(Stored data)
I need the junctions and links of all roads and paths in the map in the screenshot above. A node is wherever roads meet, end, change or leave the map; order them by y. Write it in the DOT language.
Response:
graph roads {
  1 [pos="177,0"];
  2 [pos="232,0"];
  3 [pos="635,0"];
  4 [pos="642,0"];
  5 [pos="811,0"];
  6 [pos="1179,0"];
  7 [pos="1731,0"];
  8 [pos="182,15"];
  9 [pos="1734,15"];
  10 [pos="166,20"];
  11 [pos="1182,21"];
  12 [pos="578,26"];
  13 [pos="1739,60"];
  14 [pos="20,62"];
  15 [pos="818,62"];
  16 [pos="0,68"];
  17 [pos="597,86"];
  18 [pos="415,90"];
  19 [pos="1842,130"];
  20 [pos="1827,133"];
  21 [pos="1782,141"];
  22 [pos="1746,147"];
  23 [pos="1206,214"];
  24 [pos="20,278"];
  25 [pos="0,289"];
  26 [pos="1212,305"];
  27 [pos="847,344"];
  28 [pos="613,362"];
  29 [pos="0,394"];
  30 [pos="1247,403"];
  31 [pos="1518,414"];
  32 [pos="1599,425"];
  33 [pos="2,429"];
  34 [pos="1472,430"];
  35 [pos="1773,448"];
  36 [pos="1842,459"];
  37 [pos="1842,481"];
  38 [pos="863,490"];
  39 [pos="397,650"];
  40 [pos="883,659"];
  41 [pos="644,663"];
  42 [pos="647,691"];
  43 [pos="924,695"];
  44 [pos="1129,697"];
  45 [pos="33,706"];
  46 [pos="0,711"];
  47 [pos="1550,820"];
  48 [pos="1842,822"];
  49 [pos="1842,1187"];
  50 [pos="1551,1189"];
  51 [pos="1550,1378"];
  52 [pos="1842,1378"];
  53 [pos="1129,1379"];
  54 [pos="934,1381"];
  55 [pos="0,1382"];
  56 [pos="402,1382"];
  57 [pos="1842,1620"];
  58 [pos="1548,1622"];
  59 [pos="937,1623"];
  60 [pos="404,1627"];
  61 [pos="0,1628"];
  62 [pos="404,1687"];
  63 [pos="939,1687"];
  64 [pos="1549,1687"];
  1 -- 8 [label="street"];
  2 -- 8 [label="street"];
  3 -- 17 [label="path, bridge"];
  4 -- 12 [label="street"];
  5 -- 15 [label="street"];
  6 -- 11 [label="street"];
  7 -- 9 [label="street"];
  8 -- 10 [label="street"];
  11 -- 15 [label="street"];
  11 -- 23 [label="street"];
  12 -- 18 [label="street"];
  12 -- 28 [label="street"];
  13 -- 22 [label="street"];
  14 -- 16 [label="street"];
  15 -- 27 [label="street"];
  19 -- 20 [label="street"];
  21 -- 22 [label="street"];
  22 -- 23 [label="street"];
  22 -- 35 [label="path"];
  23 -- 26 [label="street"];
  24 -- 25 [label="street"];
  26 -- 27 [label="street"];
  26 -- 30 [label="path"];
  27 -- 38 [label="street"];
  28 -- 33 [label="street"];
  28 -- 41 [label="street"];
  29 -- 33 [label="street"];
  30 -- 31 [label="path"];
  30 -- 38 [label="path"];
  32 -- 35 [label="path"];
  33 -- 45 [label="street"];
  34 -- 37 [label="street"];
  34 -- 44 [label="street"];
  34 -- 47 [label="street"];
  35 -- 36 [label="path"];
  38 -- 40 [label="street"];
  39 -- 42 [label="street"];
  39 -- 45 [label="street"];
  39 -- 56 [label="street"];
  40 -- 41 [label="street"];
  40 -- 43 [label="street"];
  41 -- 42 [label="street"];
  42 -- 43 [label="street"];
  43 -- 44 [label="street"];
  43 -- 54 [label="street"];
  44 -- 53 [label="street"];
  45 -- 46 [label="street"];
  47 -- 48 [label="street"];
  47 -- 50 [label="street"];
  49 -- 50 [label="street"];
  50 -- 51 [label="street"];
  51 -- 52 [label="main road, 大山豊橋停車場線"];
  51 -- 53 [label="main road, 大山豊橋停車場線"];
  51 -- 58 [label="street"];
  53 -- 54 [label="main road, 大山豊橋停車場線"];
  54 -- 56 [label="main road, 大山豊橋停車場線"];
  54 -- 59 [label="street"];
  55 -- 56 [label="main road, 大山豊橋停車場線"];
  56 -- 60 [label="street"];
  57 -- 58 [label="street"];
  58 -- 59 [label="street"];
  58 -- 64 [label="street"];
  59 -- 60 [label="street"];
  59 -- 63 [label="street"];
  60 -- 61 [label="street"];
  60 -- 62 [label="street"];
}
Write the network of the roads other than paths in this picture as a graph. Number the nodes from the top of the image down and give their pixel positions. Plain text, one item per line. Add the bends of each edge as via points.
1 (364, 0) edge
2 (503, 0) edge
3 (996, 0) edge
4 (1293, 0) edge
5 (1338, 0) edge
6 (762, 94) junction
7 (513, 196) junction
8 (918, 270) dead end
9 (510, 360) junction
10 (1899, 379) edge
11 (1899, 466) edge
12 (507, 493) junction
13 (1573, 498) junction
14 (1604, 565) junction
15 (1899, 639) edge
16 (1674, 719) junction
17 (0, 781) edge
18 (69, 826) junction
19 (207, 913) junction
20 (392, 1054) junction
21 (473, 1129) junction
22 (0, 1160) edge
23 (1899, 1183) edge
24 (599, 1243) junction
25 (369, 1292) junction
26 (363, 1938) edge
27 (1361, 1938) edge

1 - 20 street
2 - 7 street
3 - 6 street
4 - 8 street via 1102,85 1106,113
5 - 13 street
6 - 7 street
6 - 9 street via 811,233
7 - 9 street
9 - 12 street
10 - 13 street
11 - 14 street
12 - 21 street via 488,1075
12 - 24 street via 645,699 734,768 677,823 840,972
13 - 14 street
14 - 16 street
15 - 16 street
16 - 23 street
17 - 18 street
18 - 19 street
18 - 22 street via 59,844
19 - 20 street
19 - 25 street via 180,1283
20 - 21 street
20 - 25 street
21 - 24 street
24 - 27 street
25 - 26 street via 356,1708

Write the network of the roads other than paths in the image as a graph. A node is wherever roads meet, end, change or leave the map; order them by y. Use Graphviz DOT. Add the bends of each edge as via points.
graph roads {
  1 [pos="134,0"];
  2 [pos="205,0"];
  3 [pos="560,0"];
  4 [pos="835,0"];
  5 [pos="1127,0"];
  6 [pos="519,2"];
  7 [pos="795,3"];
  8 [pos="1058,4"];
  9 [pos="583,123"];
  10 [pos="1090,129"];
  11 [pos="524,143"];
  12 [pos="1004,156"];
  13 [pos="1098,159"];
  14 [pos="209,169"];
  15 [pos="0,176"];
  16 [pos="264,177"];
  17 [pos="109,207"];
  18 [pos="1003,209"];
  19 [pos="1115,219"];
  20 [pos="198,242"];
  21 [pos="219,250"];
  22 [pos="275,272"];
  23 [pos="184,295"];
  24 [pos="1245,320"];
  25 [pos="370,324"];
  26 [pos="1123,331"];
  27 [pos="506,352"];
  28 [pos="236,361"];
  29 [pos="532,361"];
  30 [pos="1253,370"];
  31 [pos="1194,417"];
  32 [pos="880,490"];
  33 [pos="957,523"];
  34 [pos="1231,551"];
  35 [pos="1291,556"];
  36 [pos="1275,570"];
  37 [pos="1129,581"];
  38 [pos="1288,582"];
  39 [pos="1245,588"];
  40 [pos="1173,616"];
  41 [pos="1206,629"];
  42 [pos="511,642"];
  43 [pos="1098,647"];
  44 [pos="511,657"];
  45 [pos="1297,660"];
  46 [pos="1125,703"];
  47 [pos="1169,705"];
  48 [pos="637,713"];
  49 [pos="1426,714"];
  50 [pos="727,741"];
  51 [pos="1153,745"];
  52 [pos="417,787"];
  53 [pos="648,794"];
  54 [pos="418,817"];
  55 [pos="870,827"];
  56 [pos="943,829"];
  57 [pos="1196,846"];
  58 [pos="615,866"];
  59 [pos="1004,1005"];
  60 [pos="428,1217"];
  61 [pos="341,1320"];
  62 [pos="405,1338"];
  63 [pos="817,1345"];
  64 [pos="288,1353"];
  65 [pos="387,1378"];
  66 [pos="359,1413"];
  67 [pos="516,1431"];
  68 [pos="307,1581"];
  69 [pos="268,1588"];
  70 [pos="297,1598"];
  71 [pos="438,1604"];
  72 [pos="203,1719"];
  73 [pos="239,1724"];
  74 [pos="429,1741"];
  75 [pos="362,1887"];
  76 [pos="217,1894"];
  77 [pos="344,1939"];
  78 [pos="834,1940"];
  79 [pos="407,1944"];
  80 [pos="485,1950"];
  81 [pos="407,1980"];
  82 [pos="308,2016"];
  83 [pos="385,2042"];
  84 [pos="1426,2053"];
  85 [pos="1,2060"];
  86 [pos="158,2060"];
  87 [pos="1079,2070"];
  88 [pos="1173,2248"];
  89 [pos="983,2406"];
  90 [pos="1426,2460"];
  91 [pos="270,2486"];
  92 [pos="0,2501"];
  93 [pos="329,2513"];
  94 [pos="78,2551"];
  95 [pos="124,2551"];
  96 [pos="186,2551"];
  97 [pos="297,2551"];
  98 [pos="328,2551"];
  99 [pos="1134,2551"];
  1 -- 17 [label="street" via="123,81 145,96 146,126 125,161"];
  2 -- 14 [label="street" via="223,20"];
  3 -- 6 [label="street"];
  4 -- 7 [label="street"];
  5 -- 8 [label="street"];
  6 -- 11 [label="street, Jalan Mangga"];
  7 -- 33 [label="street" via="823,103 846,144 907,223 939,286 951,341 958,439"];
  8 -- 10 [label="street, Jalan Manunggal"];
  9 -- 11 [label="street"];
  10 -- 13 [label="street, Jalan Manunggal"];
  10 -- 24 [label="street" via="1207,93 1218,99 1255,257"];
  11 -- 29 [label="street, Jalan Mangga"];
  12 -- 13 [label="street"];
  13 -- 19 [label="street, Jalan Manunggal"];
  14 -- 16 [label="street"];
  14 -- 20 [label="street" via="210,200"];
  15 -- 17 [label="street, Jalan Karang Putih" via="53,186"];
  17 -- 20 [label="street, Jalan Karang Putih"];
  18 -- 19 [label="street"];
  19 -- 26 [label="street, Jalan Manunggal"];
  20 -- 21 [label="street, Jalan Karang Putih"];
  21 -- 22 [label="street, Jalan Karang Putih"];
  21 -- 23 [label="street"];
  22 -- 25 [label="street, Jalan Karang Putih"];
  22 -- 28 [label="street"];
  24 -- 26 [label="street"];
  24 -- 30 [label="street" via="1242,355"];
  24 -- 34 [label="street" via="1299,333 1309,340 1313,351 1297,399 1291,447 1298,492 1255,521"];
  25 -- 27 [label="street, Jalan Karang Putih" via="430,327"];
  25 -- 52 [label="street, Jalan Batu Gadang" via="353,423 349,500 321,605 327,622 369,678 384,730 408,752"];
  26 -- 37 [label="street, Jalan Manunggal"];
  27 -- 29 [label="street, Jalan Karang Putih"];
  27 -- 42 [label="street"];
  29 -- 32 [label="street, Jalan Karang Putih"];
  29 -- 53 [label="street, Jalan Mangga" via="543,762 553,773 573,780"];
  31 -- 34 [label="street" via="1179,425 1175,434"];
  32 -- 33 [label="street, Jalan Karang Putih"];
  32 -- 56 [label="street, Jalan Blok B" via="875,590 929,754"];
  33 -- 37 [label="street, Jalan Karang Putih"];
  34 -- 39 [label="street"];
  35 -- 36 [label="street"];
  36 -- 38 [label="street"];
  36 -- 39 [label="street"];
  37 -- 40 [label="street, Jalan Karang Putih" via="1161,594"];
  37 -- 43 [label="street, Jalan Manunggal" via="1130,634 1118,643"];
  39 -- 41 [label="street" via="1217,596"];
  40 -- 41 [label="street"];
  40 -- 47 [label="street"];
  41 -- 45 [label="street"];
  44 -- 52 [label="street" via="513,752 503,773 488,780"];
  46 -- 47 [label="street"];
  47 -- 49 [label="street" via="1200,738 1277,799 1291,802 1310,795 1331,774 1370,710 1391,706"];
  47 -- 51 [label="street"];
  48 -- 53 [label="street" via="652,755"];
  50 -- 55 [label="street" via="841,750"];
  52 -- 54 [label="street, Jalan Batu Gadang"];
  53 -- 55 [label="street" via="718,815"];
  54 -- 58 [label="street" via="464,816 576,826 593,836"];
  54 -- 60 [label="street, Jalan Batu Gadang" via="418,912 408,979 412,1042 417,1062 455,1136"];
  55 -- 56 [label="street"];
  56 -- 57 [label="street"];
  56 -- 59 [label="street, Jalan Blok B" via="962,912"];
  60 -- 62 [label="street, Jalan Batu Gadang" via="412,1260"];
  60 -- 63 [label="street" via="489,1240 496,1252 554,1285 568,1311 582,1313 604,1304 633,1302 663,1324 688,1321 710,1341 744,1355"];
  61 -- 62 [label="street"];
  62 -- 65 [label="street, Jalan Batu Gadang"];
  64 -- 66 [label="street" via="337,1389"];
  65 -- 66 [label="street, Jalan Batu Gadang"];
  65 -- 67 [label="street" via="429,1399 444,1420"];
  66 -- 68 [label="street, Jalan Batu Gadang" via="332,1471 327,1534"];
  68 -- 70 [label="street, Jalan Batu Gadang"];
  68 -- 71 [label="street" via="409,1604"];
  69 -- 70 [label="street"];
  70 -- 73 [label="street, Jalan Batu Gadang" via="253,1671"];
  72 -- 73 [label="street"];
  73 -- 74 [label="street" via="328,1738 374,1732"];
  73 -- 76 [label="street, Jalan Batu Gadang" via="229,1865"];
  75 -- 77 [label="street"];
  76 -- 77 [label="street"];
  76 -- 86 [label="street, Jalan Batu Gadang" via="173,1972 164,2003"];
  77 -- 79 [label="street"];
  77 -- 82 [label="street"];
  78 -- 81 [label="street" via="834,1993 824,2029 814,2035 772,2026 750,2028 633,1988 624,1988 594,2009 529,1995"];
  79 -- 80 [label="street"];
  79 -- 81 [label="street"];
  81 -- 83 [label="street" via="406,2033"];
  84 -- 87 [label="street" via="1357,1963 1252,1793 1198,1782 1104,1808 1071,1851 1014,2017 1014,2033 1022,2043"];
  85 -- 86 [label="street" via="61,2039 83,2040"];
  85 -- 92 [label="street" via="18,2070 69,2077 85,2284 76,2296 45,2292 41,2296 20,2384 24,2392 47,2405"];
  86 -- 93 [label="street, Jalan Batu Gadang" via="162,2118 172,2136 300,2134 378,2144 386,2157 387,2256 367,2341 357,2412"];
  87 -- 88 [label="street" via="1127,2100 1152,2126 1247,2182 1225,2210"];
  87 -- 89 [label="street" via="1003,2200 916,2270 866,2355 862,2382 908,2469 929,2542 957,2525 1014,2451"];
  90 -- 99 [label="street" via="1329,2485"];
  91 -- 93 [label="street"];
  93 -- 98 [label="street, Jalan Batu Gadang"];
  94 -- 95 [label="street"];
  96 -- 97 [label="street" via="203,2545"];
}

(What the task requires) Please work out how many lines above carry "Manunggal", writing only the result.

(Answer to the problem) 6